Aku merasa... mabuk.
Hai.
Dr. Rivas bilang nilai-nilaimu terbaik yang pernah dia lihat.
- Yah... - Kami tak beri nilai di sini.
Ini liga besar, Dexter. Konsekuensinya besar.
Buat satu kesalahan, pembunuh bebas.
Dia wanita yang sependapat denganku.
- Kau mau tur di bagian Forensik? - Aku mau.
Baiklah.
Komputer, mikroskop, perlengkapan lab,
lemari kabinet, mesin faks. Itu saja. Tur berakhir.

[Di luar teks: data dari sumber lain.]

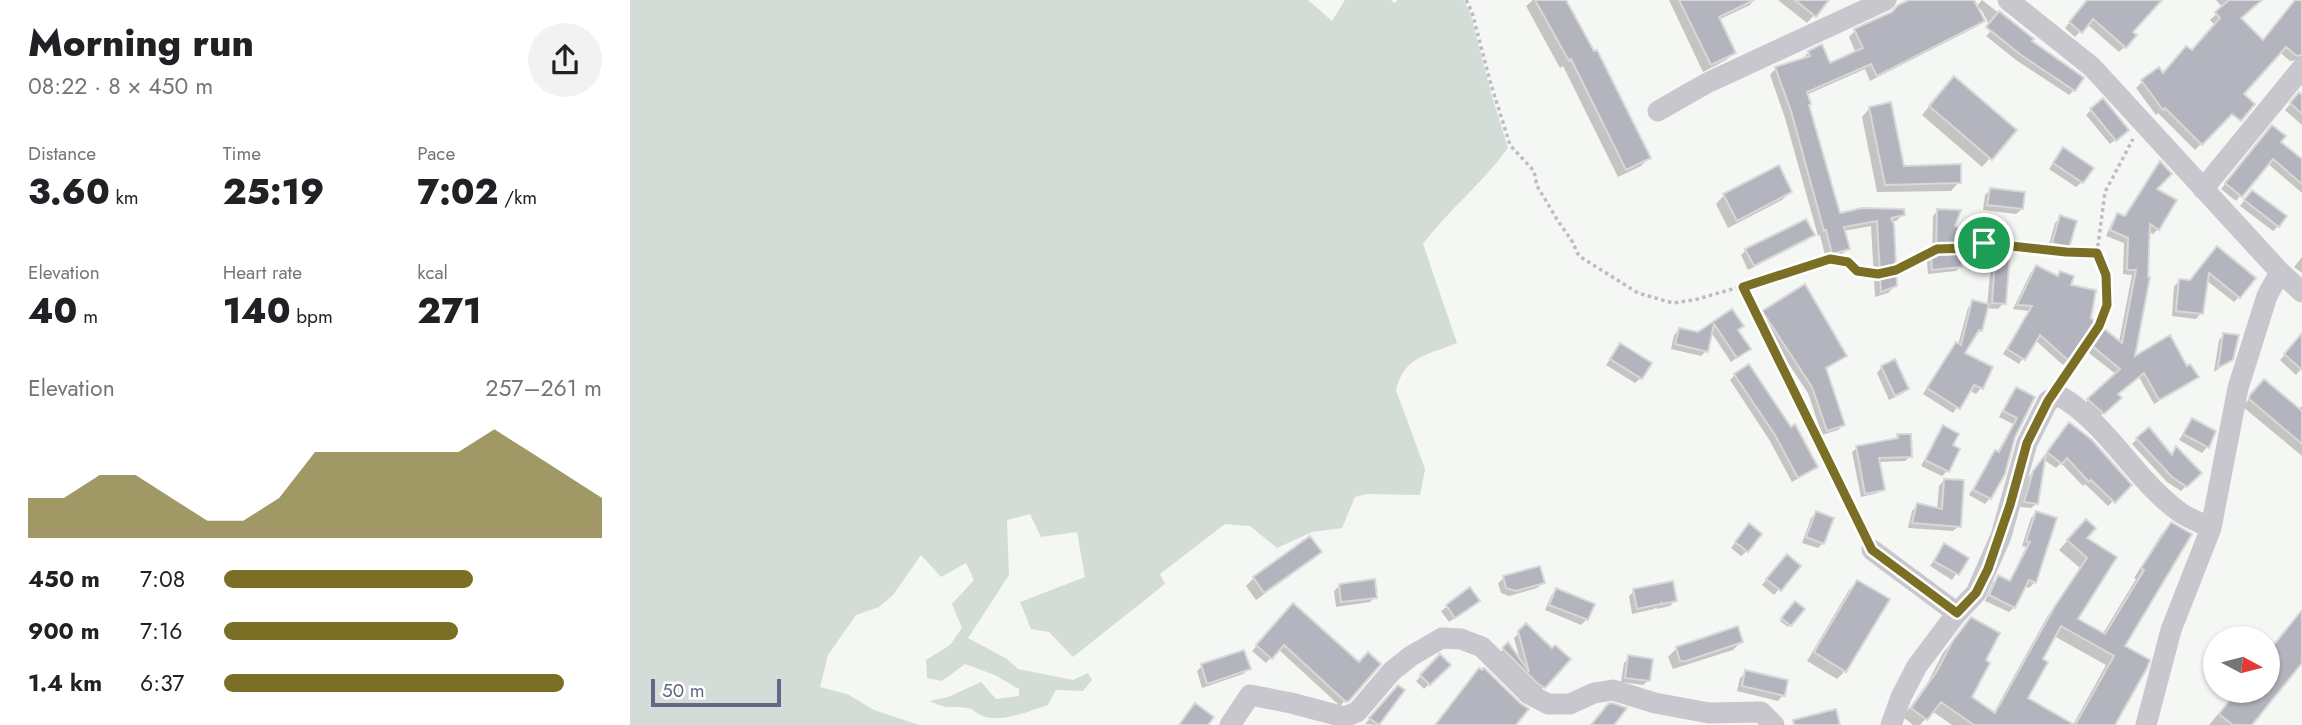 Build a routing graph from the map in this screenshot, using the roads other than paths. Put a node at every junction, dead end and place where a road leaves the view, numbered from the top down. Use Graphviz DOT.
graph roads {
  1 [pos="1886,0"];
  2 [pos="2008,0"];
  3 [pos="2302,68"];
  4 [pos="1658,111"];
  5 [pos="2203,189"];
  6 [pos="2280,272"];
  7 [pos="2302,292"];
  8 [pos="2211,528"];
  9 [pos="1872,550"];
  10 [pos="1957,613"];
  11 [pos="1230,725"];
  12 [pos="1774,725"];
  13 [pos="1891,725"];
  14 [pos="2146,725"];
  1 -- 4 [label="street"];
  2 -- 5 [label="street"];
  3 -- 5 [label="street"];
  5 -- 6 [label="street"];
  6 -- 7 [label="street"];
  6 -- 8 [label="street"];
  8 -- 10 [label="street"];
  8 -- 14 [label="street"];
  9 -- 10 [label="street"];
  10 -- 13 [label="street"];
  11 -- 12 [label="street"];
}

Di mana yang lainnya? Kampusku punya spektrometer mobilitas ion.
Selamat datang di Miami Metro. Pembunuhan terbanyak,
tapi aku harus jual ginjal demi sekotak pulpen.
Kabar baiknya, kau mendapatkan ini.
Selalu bawa ini. Kau milikku sekarang.
Aku tak pernah suka dikekang.
Aku siap bekerja, Bos.
Tenang, Nak. Aku harus tindak lanjuti beberapa hasil autopsi dulu.
Masuka akan berikan jadwalmu.
Jadwal yang kuharap bisa membuat pekerjaanku lebih menantang.
Jangan sentuh apa pun.
- Kau sedang apa, Dexedrine? - Tidak menyentuh apa pun.
Apa?
Tanya bilang... Lupakan saja. Tidak ada. Aku tak melakukan apa pun.
Dia bosnya, kecuali jika dia tak ada.
Kau lapor kepadaku. Aku orang nomor dua di sini.
- Berarti aku orang ketiga? - Kau belum punya nomor.
Jangan, kumohon!
Aku mau pulang!
Kenapa kau lakukan ini?
Jangan tinggalkan aku di sini!
Anak-anakmu mengurusmu dengan baik?
Terlalu baik.
Kukira aku yang akan kena serangan jantung.
Aku berpura-pura kena serangan jantung supaya aku bisa lepas dari kalian.
Jika kau masih lapar, kurasa ada puding di kulkas.
Kau bisa makan setelah tidur siang.
Dokter bilang aku harus berhenti merokok. Jadi, harus cari yang lain.
Sersan, kau dengar soal anak Hakim Powell?
- Belum. Kenapa? - Dia dilaporkan hilang.
Tapi itu seperti penculikan.
Kurasa pelakunya kartel.
Powell banyak memenjarakan orang kartel. Mungkin pembalasan.
Jadi, kalian berdua resmi memimpin kasus Estrada.
- Terima kasih, Pak. - Kami bereskan.
Harus. Miami sudah dibanjiri kokain.
Jika kita tak tangani ini, dunia kita akan dipenuhi kokain.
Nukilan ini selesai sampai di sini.